◆ Directions ◆
Show each line of the data below in which "Azucena" occurs.

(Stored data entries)
################

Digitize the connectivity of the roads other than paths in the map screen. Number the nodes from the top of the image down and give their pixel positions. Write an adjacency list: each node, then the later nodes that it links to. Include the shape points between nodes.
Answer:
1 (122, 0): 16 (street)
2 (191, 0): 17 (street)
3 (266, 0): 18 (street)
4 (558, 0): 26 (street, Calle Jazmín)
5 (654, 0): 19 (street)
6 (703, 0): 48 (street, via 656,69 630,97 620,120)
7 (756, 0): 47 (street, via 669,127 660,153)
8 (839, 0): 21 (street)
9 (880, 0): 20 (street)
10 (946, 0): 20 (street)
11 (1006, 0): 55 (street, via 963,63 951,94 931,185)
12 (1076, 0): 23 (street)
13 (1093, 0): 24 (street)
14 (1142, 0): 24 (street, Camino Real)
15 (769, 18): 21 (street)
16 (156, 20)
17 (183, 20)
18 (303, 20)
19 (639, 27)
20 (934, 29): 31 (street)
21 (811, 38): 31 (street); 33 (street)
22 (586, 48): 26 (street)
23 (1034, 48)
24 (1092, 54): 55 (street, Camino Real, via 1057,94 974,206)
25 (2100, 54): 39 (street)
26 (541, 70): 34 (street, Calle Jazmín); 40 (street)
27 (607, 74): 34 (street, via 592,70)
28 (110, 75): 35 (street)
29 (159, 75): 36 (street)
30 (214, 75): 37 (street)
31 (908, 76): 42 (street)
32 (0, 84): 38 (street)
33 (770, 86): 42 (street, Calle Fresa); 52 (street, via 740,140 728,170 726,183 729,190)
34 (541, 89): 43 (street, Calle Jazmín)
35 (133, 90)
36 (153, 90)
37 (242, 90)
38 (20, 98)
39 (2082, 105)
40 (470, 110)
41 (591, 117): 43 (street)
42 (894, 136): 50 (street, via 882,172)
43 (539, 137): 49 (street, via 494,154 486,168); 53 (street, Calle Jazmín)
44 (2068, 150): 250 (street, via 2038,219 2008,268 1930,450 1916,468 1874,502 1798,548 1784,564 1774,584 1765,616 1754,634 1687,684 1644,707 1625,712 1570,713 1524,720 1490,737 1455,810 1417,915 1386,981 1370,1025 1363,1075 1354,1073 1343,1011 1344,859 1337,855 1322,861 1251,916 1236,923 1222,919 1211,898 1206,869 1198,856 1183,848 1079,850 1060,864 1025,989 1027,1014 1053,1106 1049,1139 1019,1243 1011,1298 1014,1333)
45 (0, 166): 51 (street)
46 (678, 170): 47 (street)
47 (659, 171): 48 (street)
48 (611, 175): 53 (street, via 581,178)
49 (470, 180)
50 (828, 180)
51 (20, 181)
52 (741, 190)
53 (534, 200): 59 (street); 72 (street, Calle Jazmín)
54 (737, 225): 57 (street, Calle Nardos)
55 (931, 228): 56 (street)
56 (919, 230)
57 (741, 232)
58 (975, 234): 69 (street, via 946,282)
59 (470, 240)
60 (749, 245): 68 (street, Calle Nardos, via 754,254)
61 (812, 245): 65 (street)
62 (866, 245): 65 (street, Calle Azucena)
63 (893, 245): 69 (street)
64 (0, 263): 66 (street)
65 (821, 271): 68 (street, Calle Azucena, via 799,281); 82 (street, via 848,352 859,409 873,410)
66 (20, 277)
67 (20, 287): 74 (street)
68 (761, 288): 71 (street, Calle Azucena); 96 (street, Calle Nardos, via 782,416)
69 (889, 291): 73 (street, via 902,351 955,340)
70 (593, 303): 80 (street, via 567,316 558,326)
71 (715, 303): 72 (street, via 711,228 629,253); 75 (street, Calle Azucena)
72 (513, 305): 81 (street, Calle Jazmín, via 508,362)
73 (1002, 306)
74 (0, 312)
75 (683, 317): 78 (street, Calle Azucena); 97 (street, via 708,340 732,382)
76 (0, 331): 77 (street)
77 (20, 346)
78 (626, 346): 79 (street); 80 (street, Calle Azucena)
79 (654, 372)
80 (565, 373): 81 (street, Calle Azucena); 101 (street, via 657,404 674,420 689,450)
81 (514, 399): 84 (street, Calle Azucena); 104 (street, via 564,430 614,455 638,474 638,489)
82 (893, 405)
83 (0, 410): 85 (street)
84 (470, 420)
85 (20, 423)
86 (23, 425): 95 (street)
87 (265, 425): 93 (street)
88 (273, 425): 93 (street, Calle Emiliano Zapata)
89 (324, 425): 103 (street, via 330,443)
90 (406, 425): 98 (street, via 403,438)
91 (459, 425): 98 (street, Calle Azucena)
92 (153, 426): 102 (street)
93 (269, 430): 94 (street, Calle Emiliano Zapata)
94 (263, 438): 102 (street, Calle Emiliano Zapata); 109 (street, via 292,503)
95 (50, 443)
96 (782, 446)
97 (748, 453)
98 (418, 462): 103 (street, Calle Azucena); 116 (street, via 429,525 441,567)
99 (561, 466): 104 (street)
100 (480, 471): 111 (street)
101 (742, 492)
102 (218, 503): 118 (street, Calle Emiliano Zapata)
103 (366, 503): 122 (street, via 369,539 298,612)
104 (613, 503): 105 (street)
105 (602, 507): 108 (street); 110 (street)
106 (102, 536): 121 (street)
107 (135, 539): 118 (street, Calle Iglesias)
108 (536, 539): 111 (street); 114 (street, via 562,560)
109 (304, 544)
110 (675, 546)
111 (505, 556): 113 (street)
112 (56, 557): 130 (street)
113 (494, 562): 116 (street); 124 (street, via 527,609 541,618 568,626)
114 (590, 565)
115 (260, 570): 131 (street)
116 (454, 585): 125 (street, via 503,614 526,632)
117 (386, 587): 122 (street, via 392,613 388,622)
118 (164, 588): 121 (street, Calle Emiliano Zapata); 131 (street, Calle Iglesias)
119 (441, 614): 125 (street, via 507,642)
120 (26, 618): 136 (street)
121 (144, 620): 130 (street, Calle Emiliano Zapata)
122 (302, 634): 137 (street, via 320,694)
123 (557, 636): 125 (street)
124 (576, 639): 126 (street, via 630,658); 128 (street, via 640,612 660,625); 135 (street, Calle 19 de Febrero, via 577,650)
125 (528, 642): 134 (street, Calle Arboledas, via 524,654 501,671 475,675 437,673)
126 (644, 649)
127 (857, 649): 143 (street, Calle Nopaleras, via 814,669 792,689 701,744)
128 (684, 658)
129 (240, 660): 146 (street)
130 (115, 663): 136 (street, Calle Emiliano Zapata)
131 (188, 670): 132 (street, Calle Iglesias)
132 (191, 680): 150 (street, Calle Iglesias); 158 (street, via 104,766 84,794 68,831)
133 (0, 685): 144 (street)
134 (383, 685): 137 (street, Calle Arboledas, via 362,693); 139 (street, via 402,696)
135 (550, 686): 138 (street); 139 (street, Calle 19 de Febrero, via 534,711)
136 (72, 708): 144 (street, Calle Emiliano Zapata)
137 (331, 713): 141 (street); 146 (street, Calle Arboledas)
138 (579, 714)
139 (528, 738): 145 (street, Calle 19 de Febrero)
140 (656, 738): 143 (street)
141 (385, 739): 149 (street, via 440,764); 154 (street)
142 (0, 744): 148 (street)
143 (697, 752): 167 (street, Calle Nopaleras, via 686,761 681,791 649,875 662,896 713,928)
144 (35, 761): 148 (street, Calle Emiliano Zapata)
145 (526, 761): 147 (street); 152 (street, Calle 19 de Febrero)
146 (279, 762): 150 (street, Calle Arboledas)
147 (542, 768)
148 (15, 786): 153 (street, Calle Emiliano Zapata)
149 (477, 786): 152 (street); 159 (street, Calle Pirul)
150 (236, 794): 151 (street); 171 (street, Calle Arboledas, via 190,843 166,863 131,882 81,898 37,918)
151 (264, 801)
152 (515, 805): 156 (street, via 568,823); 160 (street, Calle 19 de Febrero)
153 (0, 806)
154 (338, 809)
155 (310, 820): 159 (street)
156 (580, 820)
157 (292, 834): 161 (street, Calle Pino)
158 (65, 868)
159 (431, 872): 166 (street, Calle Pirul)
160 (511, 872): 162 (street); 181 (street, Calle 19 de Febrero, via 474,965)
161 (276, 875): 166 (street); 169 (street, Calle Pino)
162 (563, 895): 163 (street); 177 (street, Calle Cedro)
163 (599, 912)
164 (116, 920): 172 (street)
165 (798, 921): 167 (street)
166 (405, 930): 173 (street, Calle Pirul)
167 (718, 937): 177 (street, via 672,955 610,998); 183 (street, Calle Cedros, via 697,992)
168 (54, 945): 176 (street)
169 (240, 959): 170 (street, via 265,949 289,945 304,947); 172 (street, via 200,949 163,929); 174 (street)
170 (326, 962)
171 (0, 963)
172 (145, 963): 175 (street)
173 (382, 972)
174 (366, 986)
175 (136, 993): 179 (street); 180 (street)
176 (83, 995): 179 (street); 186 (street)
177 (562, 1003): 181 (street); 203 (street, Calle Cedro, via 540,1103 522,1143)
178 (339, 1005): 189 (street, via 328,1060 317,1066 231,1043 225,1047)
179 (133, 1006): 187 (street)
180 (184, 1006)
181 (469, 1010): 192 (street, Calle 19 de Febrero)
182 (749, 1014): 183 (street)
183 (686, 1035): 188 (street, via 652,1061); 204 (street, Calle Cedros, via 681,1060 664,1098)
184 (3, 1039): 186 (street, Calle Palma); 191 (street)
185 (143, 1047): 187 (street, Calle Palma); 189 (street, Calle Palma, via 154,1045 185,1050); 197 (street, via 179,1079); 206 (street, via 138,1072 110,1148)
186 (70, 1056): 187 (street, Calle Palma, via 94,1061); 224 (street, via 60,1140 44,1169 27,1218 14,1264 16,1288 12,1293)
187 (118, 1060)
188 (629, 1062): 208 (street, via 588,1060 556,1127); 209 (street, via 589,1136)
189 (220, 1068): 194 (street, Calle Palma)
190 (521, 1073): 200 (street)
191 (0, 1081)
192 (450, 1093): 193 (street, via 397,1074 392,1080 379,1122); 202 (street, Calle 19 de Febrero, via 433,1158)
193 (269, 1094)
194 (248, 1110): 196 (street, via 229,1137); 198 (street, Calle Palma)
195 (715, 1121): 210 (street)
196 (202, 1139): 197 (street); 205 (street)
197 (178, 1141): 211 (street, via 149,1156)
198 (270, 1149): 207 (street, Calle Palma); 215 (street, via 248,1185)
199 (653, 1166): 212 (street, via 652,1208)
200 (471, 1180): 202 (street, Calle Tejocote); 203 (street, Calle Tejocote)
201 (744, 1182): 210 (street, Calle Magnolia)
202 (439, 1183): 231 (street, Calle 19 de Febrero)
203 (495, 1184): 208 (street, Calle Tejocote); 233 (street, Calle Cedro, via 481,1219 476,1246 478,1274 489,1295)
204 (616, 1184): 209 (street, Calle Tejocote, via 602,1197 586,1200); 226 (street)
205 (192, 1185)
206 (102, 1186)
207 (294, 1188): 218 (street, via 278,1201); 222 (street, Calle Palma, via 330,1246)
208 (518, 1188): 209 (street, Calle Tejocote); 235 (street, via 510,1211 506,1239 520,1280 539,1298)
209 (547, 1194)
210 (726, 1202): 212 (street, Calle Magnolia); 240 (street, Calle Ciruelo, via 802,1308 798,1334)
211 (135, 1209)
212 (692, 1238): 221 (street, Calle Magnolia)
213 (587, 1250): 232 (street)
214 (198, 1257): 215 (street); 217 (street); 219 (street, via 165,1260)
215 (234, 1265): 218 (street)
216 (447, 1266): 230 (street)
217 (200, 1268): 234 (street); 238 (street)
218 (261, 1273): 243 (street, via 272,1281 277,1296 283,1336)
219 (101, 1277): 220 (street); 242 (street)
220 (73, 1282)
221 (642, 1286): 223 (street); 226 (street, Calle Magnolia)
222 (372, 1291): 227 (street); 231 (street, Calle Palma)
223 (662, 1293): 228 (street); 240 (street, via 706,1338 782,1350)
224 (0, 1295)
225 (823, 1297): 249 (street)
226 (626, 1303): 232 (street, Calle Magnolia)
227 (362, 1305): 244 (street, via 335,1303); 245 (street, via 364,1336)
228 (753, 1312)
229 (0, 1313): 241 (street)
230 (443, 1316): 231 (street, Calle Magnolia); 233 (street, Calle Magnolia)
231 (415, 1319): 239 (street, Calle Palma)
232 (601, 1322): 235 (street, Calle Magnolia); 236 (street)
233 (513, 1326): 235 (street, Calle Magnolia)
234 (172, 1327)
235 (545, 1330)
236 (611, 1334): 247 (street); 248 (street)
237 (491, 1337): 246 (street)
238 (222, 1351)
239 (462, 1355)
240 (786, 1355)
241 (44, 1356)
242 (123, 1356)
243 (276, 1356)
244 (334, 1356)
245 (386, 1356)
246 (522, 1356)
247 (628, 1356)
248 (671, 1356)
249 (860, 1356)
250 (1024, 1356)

################

◆ Written answer ◆
62 (866, 245): 65 (street, Calle Azucena)
65 (821, 271): 68 (street, Calle Azucena, via 799,281); 82 (street, via 848,352 859,409 873,410)
68 (761, 288): 71 (street, Calle Azucena); 96 (street, Calle Nardos, via 782,416)
71 (715, 303): 72 (street, via 711,228 629,253); 75 (street, Calle Azucena)
75 (683, 317): 78 (street, Calle Azucena); 97 (street, via 708,340 732,382)
78 (626, 346): 79 (street); 80 (street, Calle Azucena)
80 (565, 373): 81 (street, Calle Azucena); 101 (street, via 657,404 674,420 689,450)
81 (514, 399): 84 (street, Calle Azucena); 104 (street, via 564,430 614,455 638,474 638,489)
91 (459, 425): 98 (street, Calle Azucena)
98 (418, 462): 103 (street, Calle Azucena); 116 (street, via 429,525 441,567)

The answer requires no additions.